While designing for the Spring '13 collection for Mata Traders, we noticed a trend in simple geometric shapes and clean lines. I suddenly remembered a book I own on traditional Korean pattern design and the more I thought about it, the more I believed we could use some of the designs for the collection. These patterns are so traditional and incorporated in Korean design & culture, that it makes it possible for us to use without needing copyrights or licensing!
The great thing about Korean pattern designs is that they are extremely simple and feel very modern. After combing through the book multiple times, we had to narrow our list down to 3 patterns to work with. Here they are in their original designs.
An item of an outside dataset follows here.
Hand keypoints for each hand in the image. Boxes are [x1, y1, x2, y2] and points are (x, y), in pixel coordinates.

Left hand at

Once we selected these 3 patterns, we began to play with color. By doing this, we automatically changed the whole appearance and vibe of the prints. These designs are traditionally in black & white or at least in just two colors. We used one print in it's original state but also gave all 3 prints a contemporary feel by using the bold & bright colors in our color story for Spring '13.
Let's start with the Korean Dots print. Here we created 2 different color variations for 3 garments. On the left, we worked with a bright pink and dark blue color combination (on the Garden Party Dress Polka Dot), giving the print a playful edge. On the right, we reversed the black and white from the original print, which sometimes plays tricks on my eyes (used on the Obi Crescent Dress Black and Yin Yoke Skirt Black). You might notice that both prints, look slightly different aside from their color. That is because the print on the right is a block print and needed slightly thicker lines in between each dot, while the print on the left is a screen print and can have daintier lines.
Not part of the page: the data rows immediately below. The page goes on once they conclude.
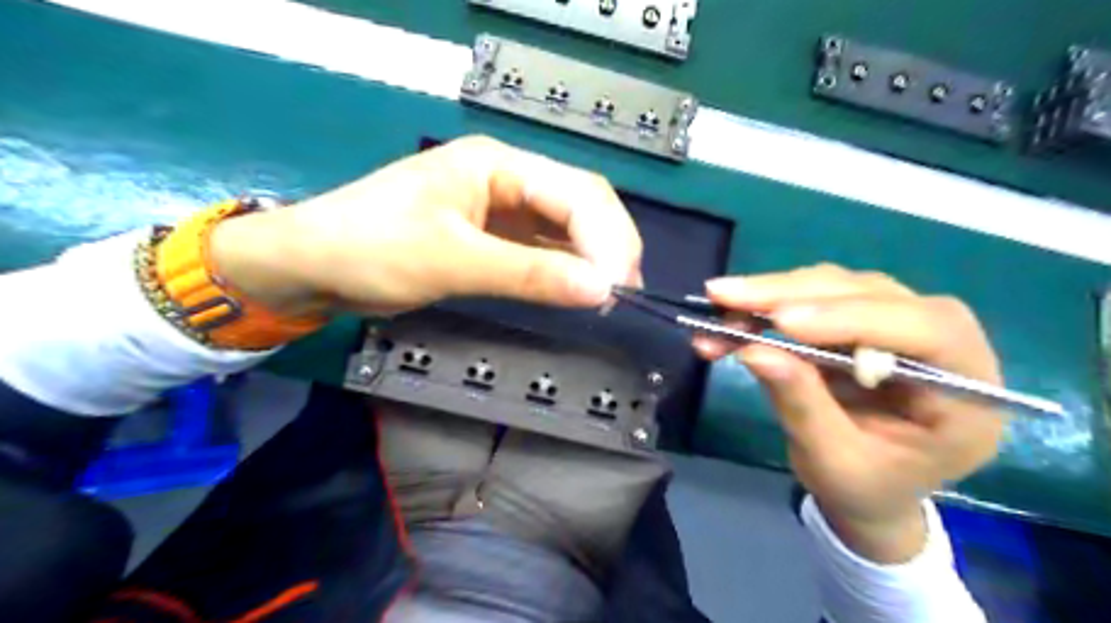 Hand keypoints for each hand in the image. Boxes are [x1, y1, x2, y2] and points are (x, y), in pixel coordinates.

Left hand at [206, 137, 642, 317]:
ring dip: (591, 260)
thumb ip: (528, 274)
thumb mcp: (452, 260)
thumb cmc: (371, 248)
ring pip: (565, 228)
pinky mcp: (493, 238)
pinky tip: (578, 291)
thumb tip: (599, 290)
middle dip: (608, 246)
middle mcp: (507, 179)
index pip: (576, 192)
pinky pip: (543, 250)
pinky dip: (564, 270)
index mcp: (498, 164)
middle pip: (579, 204)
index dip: (606, 238)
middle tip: (623, 292)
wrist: (311, 267)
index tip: (618, 286)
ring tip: (610, 296)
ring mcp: (501, 209)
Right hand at [703, 266, 1007, 561]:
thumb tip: (753, 350)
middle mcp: (943, 344)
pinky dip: (769, 305)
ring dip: (774, 293)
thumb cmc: (865, 487)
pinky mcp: (861, 321)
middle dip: (792, 293)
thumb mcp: (833, 460)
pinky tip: (732, 317)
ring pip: (838, 286)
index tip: (782, 320)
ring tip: (721, 304)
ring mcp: (899, 325)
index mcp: (968, 392)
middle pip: (872, 294)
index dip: (853, 318)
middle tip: (726, 295)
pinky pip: (815, 298)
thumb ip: (801, 404)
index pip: (927, 331)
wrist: (870, 490) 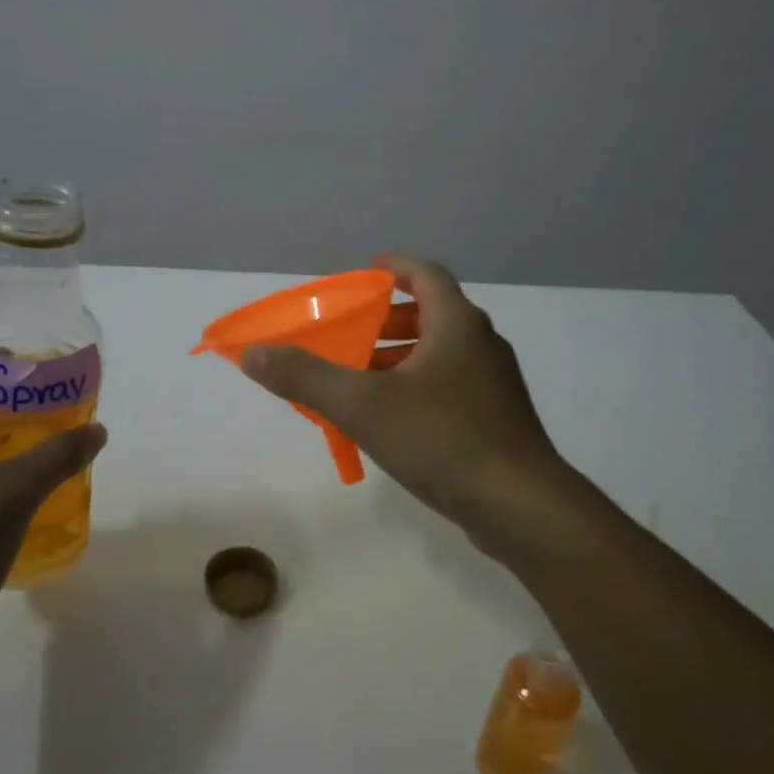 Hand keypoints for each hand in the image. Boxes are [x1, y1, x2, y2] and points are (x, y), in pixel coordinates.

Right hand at [239, 254, 570, 548]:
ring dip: (398, 359)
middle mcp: (480, 345)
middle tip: (349, 336)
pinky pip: (448, 388)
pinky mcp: (496, 420)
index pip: (425, 275)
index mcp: (456, 324)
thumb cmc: (442, 440)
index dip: (393, 267)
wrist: (520, 506)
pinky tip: (390, 422)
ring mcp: (493, 384)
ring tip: (359, 380)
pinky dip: (416, 389)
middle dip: (386, 322)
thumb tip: (253, 353)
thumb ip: (306, 377)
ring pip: (439, 355)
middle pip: (430, 315)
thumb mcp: (363, 405)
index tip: (364, 272)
This Korean Block print is a block print that we decided to use both the original print as well as a colorful version. The original black and white is used in the Shibuya Dress and is paired with the monochromatic block printed Korean Dots print. The blue and green version is used in the Obi Crescent Dress Blue. This use of both colors incorporates the white of the fabric and really makes the dress pop. Both dresses have hand stitch details that really add the special element of hand crafting to the garments.
The Hexagon Gone print was my personal favorite to work on. Playing with placement of colors, and so many of them, was a thrill. Here we have 2 versions of the Hexagon Gone print, and they really do transform the feel of the garments from simple and traditional to vibrant and playful. There is a slight edge to each garment (on the left Kyoto Color Block Dress Blue, middle is the Tea and Honeycomb Dress and on the right is the Singapore Sweetheart Top Blue). These products can be found at Mata Traders and the majority of these garments are on sale.
These prints are a wonderful example of modernizing traditional styles and elements with color. I hope to be inspired and possible use more Korean patterns in the future because I believe these really did turn out great.